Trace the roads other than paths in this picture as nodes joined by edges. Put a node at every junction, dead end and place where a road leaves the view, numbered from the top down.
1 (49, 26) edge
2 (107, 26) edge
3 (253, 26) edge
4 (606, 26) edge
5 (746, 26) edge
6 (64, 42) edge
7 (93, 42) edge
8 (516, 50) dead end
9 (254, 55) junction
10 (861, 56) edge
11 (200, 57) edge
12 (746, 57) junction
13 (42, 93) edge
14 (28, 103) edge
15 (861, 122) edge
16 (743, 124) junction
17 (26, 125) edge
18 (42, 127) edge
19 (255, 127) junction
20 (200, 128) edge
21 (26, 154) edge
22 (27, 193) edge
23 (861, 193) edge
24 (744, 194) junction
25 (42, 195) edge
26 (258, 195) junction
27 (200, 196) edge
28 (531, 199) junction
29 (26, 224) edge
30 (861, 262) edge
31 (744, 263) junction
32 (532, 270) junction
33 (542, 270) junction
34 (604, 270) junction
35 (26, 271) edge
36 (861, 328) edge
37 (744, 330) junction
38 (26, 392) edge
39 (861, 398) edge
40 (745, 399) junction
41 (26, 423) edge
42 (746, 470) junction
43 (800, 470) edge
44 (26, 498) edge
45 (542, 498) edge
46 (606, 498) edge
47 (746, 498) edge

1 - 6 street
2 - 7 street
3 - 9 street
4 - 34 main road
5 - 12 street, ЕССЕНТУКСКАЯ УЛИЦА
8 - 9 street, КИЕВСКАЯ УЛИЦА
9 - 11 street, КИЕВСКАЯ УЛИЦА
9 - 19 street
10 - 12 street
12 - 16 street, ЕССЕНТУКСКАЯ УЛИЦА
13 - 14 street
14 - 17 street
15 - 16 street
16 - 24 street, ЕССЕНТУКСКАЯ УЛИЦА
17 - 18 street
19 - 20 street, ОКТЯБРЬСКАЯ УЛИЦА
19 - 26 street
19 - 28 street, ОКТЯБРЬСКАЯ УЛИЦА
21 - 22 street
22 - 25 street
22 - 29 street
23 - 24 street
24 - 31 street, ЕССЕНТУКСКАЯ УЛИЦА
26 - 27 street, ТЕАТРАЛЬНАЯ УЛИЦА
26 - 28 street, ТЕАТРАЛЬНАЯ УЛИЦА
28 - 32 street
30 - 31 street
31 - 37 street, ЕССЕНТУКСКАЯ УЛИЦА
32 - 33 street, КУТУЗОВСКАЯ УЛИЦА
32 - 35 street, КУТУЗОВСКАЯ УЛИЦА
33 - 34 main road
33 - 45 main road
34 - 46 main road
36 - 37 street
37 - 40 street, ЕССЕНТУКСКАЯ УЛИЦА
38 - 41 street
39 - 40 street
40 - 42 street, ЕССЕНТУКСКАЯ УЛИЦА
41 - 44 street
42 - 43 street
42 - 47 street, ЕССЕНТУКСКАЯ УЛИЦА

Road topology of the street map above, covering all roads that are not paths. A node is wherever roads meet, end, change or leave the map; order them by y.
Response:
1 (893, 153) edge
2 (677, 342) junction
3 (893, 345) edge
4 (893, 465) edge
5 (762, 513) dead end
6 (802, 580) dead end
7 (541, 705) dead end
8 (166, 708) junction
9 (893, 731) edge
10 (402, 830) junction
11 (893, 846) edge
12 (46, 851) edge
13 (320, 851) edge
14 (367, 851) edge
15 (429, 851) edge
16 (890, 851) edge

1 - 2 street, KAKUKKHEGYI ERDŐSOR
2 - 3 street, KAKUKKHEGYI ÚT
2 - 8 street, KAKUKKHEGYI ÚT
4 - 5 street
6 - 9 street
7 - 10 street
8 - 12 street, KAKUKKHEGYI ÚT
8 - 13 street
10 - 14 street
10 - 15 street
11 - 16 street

→ **Task to carry out**
For each line in the data that holds the word "ОКТЯБРЬСКАЯ", copy the line.

→ **Response box**
19 - 20 street, ОКТЯБРЬСКАЯ УЛИЦА
19 - 28 street, ОКТЯБРЬСКАЯ УЛИЦА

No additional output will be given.